EXERCISE MATERIAL
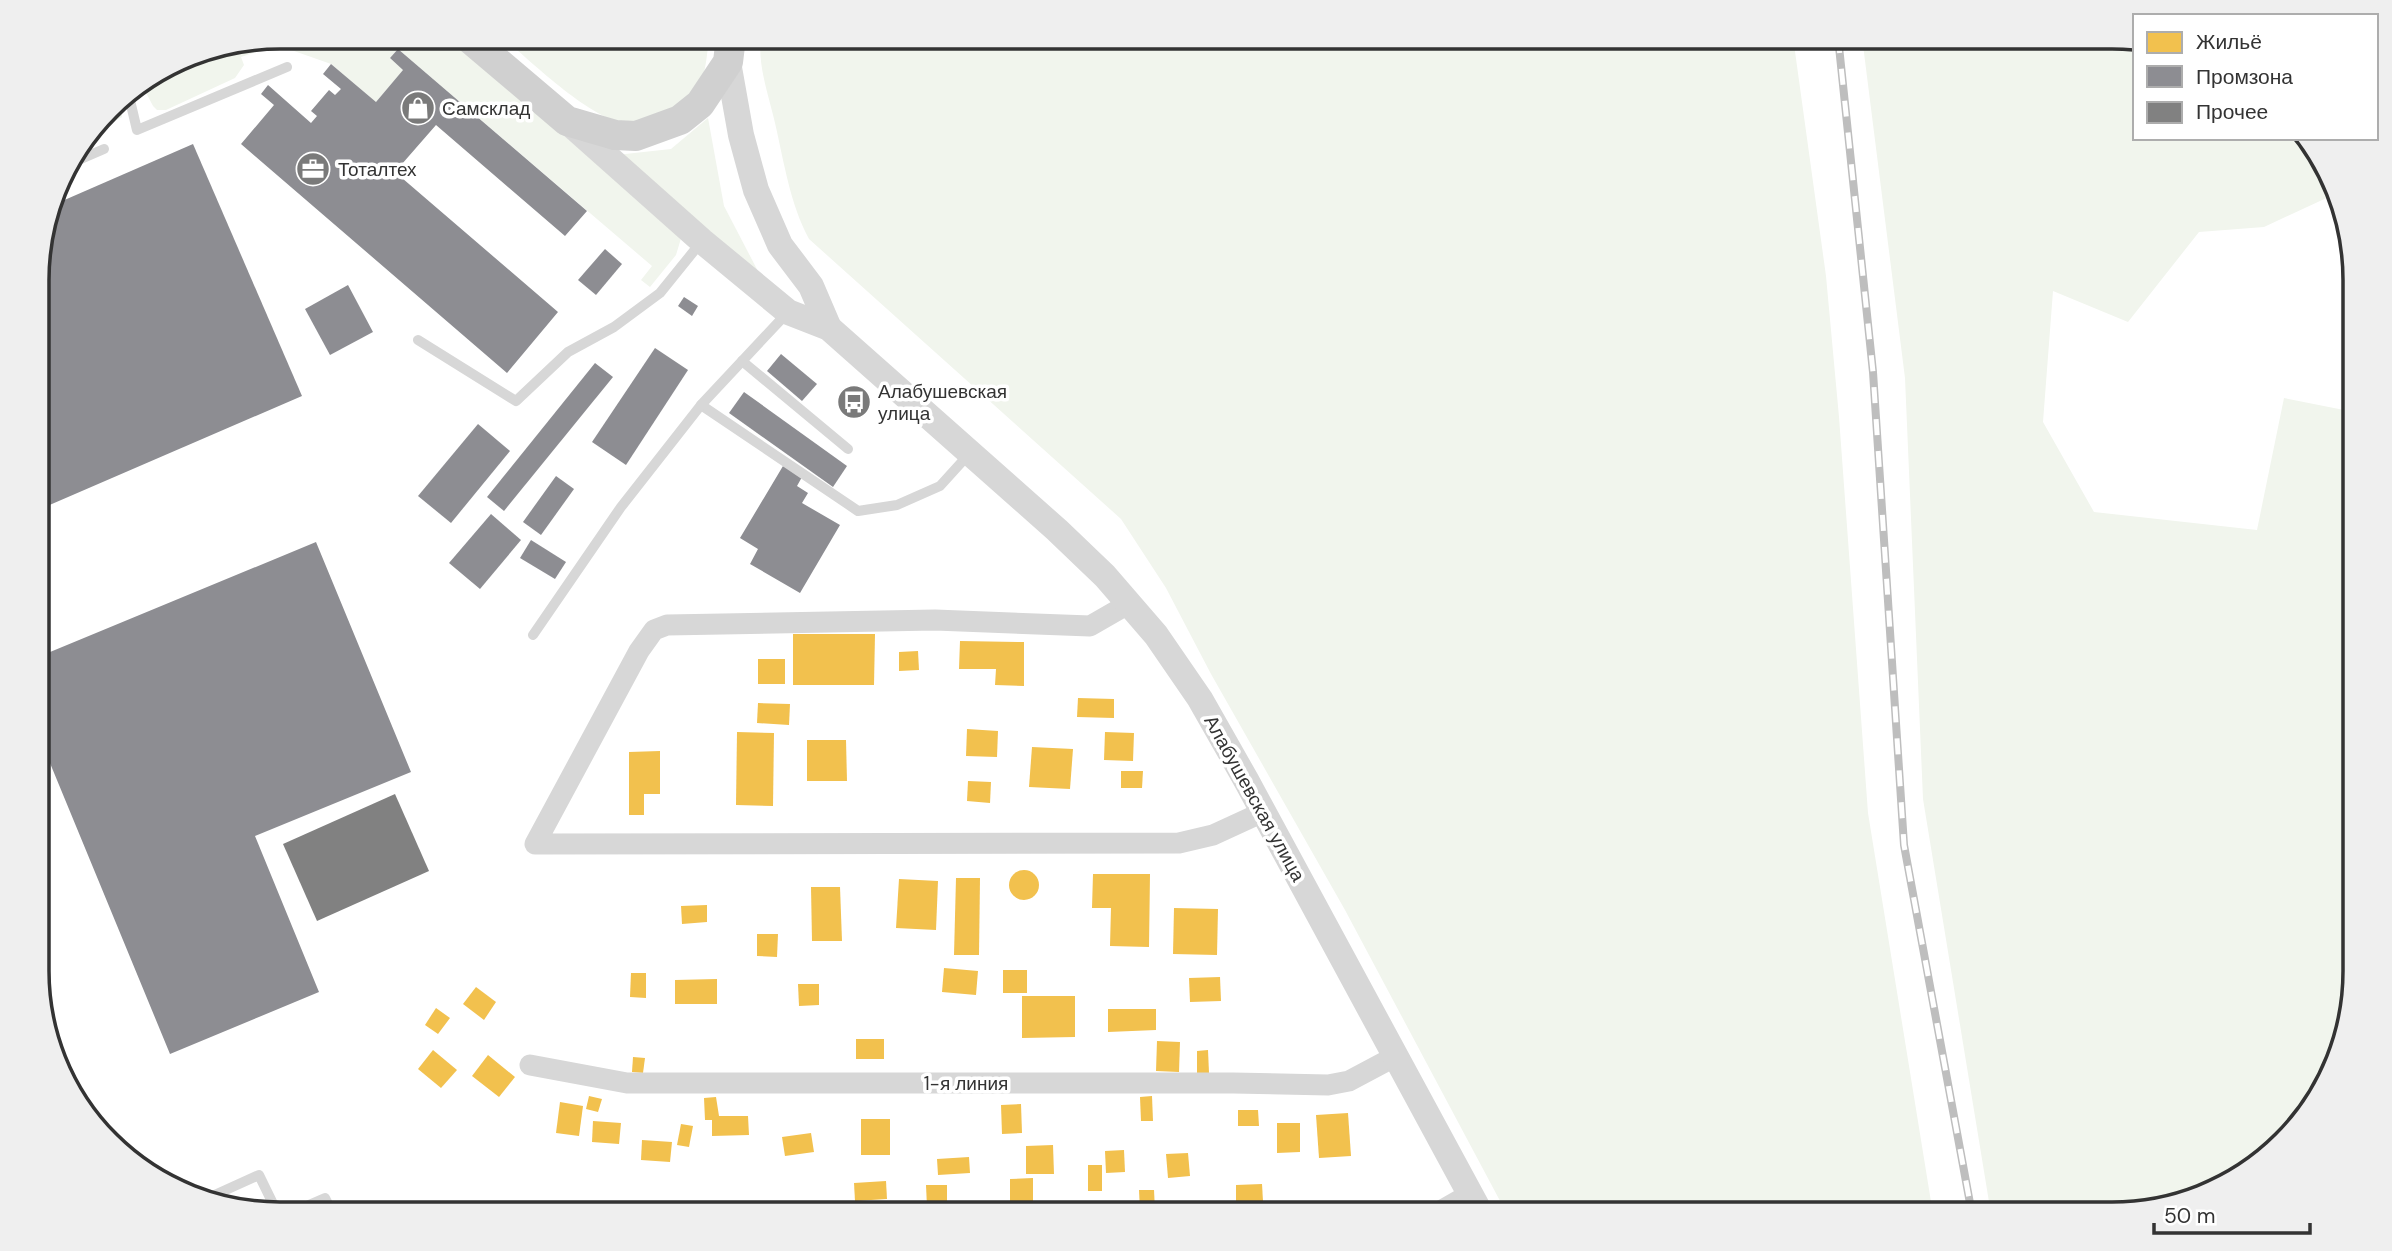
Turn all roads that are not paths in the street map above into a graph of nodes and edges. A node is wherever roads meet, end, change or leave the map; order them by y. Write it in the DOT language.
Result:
graph roads {
  1 [pos="482,49"];
  2 [pos="729,49"];
  3 [pos="287,67"];
  4 [pos="131,104"];
  5 [pos="567,121"];
  6 [pos="104,149"];
  7 [pos="84,157"];
  8 [pos="702,241"];
  9 [pos="788,312"];
  10 [pos="828,328"];
  11 [pos="418,340"];
  12 [pos="742,361"];
  13 [pos="701,405"];
  14 [pos="848,449"];
  15 [pos="971,452"];
  16 [pos="1130,603"];
  17 [pos="533,635"];
  18 [pos="1263,812"];
  19 [pos="1396,1056"];
  20 [pos="530,1065"];
  21 [pos="218,1193"];
  22 [pos="272,1201"];
  23 [pos="1475,1202"];
  1 -- 5 [label="main road"];
  2 -- 5 [label="main road"];
  2 -- 10 [label="street, Алабушевская улица"];
  3 -- 4 [label="lane"];
  5 -- 8 [label="street, Алабушевская улица"];
  6 -- 7 [label="lane"];
  8 -- 9 [label="street, Алабушевская улица"];
  8 -- 11 [label="lane"];
  9 -- 10 [label="street, Алабушевская улица"];
  9 -- 12 [label="lane"];
  10 -- 15 [label="street, Алабушевская улица"];
  12 -- 13 [label="lane"];
  12 -- 14 [label="lane"];
  13 -- 15 [label="lane"];
  13 -- 17 [label="lane"];
  15 -- 16 [label="street, Алабушевская улица"];
  16 -- 18 [label="street, Алабушевская улица"];
  16 -- 18 [label="street"];
  18 -- 19 [label="street, Алабушевская улица"];
  19 -- 20 [label="street, 1-я линия"];
  19 -- 23 [label="street, Алабушевская улица"];
  21 -- 22 [label="lane"];
}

EXERCISE DETAILS
Could you show every line of the material that includes the string "lane"?

OUTPUT BELOW
  3 -- 4 [label="lane"];
  6 -- 7 [label="lane"];
  8 -- 11 [label="lane"];
  9 -- 12 [label="lane"];
  12 -- 13 [label="lane"];
  12 -- 14 [label="lane"];
  13 -- 15 [label="lane"];
  13 -- 17 [label="lane"];
  21 -- 22 [label="lane"];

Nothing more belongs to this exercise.